## TASK DETAILS
Go through the data below and gather each line containing "circle".

──────────────────────────────

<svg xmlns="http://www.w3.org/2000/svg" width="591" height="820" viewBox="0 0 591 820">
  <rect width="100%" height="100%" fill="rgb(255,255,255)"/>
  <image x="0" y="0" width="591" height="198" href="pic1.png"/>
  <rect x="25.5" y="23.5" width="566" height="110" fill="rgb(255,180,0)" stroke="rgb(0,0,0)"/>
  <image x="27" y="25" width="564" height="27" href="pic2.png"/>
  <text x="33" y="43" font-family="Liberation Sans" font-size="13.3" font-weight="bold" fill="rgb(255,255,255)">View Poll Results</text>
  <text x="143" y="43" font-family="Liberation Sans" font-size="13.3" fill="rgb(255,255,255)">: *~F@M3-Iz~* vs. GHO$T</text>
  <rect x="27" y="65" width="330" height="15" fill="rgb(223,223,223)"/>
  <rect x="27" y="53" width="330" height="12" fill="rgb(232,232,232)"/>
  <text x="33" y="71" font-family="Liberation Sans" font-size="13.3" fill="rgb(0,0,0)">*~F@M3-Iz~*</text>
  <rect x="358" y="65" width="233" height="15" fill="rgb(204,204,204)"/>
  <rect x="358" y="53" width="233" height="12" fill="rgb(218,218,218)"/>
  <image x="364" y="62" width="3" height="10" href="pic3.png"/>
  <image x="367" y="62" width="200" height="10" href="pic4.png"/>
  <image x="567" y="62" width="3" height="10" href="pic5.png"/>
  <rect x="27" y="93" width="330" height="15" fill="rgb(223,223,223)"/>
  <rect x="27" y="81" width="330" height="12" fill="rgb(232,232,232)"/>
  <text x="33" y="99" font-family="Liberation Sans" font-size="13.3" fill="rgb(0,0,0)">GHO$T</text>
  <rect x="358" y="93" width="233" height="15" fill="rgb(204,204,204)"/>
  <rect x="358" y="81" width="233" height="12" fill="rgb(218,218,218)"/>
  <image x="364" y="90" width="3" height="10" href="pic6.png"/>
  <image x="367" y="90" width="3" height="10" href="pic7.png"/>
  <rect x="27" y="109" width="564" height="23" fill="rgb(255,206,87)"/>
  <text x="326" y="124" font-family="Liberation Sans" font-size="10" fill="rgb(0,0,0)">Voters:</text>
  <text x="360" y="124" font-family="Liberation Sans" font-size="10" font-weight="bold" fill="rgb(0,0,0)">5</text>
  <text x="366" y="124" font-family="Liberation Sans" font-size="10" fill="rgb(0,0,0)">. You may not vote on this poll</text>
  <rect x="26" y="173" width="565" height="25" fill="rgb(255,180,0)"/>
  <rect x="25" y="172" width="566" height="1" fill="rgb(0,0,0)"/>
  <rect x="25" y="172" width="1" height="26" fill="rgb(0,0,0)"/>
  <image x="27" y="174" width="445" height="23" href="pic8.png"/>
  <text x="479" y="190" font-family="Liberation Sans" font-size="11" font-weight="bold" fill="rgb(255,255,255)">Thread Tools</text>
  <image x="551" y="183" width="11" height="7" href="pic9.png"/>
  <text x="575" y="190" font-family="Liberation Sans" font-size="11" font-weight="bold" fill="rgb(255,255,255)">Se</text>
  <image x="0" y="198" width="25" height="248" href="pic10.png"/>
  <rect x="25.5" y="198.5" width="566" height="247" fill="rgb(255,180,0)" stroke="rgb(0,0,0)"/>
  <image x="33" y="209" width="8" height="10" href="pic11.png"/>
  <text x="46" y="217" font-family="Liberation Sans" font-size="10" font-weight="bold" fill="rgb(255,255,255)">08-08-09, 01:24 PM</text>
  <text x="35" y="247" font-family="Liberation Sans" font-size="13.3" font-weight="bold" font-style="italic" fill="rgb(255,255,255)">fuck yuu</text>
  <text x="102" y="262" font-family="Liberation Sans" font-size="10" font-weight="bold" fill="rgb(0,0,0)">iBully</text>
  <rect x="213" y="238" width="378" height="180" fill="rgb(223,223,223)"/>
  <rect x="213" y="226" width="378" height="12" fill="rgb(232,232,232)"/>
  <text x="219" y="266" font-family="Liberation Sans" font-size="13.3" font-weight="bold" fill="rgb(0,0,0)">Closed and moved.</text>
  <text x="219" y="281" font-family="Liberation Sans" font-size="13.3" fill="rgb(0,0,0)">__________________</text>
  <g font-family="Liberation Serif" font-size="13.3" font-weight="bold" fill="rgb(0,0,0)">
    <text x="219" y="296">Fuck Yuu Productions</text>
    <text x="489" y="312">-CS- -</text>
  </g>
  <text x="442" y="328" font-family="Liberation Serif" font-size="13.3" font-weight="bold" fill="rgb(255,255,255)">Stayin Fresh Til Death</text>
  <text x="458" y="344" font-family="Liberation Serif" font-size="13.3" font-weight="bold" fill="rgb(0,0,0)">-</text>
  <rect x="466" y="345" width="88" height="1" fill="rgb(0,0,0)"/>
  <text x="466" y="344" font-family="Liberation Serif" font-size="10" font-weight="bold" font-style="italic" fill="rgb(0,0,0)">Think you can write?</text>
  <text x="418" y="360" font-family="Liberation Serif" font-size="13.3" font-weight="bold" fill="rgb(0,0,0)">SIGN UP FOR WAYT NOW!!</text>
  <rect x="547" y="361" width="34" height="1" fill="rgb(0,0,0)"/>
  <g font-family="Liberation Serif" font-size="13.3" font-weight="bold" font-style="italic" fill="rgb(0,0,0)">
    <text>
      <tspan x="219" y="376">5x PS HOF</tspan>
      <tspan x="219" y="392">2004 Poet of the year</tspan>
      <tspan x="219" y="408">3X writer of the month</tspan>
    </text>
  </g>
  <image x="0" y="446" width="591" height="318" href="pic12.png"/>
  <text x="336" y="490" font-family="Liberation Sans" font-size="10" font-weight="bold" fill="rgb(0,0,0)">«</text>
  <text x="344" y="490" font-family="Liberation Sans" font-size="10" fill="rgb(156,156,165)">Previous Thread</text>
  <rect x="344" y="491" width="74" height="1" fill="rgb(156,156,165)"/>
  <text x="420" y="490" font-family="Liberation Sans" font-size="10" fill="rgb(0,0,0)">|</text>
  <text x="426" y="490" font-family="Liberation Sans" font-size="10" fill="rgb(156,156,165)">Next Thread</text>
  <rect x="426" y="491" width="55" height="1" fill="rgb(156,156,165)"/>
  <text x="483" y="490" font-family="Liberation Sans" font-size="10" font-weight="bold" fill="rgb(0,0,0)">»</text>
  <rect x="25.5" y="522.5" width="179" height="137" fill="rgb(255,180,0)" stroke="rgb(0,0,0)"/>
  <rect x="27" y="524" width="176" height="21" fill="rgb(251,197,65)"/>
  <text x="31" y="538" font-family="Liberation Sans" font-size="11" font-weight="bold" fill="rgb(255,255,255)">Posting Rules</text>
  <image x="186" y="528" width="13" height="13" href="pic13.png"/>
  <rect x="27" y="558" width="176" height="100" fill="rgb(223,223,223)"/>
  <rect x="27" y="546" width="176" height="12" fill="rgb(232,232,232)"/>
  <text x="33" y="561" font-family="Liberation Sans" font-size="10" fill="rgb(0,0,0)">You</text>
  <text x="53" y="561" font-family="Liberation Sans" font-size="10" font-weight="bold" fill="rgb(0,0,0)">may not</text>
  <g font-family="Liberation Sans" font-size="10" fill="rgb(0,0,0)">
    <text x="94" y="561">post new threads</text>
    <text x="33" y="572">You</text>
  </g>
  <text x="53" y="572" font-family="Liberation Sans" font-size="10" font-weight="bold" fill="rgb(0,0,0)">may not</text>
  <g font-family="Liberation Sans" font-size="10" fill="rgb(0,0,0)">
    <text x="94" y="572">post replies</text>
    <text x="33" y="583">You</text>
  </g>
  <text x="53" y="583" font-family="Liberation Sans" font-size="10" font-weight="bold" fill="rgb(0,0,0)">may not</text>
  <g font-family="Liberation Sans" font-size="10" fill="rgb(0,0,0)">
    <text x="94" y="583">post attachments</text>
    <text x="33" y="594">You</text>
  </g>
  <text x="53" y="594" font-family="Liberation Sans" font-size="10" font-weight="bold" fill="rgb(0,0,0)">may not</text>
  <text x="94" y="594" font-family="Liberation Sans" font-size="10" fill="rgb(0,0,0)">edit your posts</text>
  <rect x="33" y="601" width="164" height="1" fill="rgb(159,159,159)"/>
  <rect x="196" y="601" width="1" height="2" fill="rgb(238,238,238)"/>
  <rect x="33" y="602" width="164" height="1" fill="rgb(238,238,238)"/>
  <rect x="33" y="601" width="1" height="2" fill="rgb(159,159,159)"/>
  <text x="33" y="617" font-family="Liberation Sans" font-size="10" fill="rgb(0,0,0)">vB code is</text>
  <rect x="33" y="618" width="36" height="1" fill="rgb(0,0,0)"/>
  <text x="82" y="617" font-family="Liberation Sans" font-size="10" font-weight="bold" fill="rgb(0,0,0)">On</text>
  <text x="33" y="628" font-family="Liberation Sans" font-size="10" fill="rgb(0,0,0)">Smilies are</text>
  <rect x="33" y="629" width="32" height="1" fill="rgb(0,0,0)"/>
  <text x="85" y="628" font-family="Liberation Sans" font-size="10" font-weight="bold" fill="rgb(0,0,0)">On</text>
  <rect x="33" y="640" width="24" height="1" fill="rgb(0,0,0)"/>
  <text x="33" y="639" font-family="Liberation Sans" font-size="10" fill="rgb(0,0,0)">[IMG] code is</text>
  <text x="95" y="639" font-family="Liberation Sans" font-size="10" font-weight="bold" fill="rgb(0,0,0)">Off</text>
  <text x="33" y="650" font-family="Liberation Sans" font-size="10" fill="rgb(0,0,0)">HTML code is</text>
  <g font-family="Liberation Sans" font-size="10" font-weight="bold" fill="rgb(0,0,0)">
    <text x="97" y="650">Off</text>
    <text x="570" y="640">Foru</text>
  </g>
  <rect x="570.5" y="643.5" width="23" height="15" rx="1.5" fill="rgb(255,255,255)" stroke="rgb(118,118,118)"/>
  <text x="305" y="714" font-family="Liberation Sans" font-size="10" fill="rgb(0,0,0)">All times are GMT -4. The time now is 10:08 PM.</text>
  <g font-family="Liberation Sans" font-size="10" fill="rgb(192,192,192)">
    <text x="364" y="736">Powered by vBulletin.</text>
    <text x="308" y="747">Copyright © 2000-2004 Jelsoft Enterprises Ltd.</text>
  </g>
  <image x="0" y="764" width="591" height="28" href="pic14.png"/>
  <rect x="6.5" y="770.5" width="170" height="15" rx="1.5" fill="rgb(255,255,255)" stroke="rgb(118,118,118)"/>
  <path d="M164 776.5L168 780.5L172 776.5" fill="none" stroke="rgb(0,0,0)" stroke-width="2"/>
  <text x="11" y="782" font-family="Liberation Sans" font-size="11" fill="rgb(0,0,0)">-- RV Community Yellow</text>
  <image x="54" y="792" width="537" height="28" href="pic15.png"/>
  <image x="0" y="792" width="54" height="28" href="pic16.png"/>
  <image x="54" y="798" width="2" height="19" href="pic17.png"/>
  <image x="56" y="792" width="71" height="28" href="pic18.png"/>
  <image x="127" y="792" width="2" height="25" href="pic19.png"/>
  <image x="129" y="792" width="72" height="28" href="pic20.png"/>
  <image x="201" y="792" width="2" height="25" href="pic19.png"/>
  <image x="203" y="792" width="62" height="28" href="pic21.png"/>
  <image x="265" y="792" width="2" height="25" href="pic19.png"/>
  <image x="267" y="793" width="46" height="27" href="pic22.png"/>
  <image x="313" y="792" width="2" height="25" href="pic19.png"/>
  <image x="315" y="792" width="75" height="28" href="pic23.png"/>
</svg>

──────────────────────────────

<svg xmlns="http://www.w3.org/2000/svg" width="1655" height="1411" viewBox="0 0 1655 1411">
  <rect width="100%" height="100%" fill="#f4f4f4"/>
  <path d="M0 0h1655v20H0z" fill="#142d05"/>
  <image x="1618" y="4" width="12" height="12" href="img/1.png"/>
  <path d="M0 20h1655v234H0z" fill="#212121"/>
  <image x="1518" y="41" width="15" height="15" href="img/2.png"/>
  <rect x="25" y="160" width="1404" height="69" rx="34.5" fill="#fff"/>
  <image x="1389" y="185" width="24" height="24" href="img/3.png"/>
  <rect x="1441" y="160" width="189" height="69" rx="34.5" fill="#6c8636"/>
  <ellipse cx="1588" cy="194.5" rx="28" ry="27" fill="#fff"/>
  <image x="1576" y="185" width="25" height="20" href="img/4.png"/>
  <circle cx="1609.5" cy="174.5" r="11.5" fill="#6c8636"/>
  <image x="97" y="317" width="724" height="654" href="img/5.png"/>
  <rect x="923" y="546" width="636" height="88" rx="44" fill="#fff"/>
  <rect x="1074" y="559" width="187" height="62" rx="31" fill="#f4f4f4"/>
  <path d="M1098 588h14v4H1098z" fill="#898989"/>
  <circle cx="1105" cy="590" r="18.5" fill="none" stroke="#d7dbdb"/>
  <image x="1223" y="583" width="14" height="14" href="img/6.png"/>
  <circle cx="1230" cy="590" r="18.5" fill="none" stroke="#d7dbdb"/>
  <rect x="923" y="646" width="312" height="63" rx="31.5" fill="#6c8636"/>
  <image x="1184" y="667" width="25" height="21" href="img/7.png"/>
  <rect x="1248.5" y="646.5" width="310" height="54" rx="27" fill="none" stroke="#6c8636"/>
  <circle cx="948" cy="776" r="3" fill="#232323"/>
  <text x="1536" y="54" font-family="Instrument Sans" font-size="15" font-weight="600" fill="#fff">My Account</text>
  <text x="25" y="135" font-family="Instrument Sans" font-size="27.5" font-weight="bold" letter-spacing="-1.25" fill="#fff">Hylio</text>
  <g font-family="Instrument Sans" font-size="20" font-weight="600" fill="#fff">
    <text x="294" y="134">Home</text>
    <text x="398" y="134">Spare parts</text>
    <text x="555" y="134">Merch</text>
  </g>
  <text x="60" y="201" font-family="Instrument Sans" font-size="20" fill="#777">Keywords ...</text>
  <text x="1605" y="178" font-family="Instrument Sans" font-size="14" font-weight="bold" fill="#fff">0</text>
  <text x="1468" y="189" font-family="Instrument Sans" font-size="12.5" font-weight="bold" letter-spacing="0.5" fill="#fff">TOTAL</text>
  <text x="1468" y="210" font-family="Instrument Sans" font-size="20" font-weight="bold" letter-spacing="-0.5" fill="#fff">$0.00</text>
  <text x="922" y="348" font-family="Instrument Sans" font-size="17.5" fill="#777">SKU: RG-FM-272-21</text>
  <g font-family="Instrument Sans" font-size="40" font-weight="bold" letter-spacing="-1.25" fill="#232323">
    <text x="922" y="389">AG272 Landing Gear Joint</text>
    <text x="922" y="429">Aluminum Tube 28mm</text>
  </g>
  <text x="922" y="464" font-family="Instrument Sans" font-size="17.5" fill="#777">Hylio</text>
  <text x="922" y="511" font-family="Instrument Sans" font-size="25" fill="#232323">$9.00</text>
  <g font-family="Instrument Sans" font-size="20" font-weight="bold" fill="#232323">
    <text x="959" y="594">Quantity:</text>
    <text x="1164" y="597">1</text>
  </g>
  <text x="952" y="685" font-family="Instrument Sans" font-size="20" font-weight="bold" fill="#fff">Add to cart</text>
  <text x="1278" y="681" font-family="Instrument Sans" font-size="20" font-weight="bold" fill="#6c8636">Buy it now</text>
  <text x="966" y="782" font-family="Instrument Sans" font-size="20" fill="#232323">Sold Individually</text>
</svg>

──────────────────────────────

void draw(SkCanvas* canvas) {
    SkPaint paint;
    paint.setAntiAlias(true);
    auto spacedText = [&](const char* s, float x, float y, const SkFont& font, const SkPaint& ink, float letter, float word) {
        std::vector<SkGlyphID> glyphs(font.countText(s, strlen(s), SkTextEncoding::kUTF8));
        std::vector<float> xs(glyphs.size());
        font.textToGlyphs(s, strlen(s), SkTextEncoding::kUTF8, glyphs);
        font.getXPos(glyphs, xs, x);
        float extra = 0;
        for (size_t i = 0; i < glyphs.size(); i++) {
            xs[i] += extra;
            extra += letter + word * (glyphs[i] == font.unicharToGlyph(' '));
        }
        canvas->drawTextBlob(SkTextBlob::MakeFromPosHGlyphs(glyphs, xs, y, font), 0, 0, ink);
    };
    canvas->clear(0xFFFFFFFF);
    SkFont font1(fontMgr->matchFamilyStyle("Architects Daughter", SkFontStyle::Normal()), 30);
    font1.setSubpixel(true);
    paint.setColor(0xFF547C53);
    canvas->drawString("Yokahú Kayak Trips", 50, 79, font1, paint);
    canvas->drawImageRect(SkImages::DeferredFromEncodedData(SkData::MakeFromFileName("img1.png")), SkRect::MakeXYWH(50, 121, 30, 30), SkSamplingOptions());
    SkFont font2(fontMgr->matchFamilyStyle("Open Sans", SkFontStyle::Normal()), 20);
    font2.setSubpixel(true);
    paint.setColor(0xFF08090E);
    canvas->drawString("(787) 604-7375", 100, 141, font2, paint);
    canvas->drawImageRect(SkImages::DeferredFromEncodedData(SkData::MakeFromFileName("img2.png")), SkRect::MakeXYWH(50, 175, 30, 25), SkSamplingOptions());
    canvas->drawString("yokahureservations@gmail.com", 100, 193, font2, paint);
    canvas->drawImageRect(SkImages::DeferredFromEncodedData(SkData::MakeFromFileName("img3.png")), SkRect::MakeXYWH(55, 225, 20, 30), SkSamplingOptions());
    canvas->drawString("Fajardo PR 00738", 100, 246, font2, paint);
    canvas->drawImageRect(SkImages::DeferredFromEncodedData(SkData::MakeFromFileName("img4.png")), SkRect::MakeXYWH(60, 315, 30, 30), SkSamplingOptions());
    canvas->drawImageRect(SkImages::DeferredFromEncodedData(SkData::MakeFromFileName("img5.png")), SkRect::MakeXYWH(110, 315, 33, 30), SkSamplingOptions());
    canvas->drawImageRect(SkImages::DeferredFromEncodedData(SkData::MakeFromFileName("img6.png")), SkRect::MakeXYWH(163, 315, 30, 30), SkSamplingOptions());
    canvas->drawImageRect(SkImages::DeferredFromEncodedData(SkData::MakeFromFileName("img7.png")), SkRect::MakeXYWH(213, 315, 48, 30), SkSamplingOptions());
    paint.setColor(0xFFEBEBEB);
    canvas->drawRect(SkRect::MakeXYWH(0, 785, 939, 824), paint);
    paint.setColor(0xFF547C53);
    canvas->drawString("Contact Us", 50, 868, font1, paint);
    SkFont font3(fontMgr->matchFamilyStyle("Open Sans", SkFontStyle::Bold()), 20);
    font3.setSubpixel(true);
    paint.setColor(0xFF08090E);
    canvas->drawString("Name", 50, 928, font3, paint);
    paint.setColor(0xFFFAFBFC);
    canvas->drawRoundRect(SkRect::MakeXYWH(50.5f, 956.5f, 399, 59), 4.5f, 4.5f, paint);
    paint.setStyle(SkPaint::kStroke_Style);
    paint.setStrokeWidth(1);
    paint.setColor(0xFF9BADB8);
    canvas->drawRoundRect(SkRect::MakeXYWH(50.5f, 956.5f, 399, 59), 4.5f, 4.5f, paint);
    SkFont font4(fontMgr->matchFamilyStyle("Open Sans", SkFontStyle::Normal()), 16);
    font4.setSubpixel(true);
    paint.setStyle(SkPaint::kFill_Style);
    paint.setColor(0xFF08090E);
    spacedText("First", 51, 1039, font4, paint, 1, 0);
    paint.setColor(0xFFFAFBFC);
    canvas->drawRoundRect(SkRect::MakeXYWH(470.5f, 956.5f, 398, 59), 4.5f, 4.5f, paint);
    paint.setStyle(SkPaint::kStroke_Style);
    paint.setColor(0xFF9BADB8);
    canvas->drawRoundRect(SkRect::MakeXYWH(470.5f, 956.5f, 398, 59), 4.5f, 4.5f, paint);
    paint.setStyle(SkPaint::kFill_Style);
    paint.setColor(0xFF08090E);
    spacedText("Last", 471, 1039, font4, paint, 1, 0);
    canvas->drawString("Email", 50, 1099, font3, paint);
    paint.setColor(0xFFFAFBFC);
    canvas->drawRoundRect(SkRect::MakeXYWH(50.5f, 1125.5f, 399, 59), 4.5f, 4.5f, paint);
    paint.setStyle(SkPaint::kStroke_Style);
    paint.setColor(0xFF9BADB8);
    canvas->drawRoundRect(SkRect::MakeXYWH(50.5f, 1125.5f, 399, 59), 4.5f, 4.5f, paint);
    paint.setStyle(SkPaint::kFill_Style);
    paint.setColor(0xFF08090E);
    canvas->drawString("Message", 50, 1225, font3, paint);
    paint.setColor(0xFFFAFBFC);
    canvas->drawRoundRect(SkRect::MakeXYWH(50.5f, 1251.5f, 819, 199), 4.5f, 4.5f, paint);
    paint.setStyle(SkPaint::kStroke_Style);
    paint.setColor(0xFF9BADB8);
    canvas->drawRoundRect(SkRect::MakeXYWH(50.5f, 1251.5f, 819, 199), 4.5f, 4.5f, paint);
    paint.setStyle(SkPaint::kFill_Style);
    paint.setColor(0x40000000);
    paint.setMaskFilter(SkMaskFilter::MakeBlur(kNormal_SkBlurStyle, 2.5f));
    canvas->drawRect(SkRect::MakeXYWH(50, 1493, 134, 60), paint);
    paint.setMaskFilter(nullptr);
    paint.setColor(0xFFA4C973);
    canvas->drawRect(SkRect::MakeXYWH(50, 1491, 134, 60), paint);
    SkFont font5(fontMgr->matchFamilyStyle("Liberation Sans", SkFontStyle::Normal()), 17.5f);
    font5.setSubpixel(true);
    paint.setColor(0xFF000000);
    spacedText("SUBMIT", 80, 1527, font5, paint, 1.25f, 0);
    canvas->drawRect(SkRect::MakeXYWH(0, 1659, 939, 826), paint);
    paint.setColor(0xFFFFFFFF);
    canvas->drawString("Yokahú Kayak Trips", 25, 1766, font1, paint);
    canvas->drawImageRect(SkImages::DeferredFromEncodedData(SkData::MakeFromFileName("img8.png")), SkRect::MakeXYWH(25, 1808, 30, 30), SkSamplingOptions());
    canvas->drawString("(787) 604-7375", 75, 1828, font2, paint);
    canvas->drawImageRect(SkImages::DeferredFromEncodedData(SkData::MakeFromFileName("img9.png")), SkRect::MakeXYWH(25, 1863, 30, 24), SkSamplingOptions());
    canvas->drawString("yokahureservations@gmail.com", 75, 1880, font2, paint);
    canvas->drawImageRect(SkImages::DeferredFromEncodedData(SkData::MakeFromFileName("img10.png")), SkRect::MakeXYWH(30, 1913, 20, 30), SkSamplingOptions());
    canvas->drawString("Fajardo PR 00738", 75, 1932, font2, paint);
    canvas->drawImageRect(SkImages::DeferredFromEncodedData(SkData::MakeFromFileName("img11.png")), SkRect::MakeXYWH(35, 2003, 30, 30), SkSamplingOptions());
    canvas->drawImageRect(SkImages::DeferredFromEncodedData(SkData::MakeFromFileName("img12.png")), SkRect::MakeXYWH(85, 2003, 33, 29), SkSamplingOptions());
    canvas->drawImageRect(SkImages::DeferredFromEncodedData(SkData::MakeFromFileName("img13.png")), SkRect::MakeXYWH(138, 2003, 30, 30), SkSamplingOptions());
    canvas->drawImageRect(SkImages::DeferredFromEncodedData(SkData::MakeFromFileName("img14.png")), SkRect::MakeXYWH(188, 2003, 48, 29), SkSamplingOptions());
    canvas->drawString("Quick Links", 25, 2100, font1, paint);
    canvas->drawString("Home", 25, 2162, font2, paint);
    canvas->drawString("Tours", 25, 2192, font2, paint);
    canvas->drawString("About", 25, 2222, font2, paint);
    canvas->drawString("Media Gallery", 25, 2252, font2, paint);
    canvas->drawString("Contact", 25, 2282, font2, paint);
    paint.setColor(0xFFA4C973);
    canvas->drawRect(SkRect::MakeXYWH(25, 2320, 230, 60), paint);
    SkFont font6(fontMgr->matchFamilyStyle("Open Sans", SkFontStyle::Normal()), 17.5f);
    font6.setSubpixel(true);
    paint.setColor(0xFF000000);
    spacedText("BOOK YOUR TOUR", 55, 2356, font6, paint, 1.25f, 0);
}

──────────────────────────────

## RESULT BELOW
  <circle cx="1609.5" cy="174.5" r="11.5" fill="#6c8636"/>
  <circle cx="1105" cy="590" r="18.5" fill="none" stroke="#d7dbdb"/>
  <circle cx="1230" cy="590" r="18.5" fill="none" stroke="#d7dbdb"/>
  <circle cx="948" cy="776" r="3" fill="#232323"/>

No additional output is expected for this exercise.